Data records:
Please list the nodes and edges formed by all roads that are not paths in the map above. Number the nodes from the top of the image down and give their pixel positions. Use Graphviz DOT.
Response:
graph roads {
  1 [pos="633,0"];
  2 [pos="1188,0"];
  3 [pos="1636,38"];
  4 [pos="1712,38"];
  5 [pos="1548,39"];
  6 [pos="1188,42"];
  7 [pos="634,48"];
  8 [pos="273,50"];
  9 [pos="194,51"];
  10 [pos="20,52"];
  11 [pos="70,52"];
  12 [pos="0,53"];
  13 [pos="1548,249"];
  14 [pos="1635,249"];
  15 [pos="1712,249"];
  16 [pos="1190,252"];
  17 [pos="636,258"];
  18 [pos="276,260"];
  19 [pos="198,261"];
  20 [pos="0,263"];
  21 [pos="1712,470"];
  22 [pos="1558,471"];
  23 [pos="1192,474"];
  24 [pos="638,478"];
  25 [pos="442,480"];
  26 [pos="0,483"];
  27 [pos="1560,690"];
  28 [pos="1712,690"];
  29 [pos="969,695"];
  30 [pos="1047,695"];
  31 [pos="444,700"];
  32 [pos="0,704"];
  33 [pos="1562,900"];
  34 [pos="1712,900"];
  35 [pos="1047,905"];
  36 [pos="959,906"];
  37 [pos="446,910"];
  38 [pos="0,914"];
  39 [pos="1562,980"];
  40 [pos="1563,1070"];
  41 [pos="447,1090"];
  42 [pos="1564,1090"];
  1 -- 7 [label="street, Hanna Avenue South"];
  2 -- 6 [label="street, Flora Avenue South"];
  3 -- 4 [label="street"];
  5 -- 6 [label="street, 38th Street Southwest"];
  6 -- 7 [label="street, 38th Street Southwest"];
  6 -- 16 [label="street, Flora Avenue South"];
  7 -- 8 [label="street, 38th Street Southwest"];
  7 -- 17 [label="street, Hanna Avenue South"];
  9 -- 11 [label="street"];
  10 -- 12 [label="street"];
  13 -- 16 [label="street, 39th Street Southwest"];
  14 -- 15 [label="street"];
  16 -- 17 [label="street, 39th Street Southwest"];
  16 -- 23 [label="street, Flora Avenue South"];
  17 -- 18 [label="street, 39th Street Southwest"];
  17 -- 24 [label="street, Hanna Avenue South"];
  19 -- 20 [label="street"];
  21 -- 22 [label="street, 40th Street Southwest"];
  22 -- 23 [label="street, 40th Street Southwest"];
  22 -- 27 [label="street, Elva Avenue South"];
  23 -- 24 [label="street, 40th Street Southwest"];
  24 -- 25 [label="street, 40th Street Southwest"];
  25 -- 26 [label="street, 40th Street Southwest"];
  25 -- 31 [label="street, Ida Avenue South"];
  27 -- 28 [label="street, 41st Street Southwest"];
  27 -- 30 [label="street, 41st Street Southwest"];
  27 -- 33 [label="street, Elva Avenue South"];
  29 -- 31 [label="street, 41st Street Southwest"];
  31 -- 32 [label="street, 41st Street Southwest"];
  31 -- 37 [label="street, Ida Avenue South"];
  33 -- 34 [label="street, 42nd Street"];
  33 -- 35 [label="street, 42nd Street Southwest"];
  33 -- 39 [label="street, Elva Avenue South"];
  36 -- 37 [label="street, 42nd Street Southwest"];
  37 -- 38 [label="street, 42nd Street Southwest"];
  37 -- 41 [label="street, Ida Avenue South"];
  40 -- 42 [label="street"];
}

Exercise details: Using the data above, show each line where "Flora" occurs.

Solved exercise:
  2 -- 6 [label="street, Flora Avenue South"];
  6 -- 16 [label="street, Flora Avenue South"];
  16 -- 23 [label="street, Flora Avenue South"];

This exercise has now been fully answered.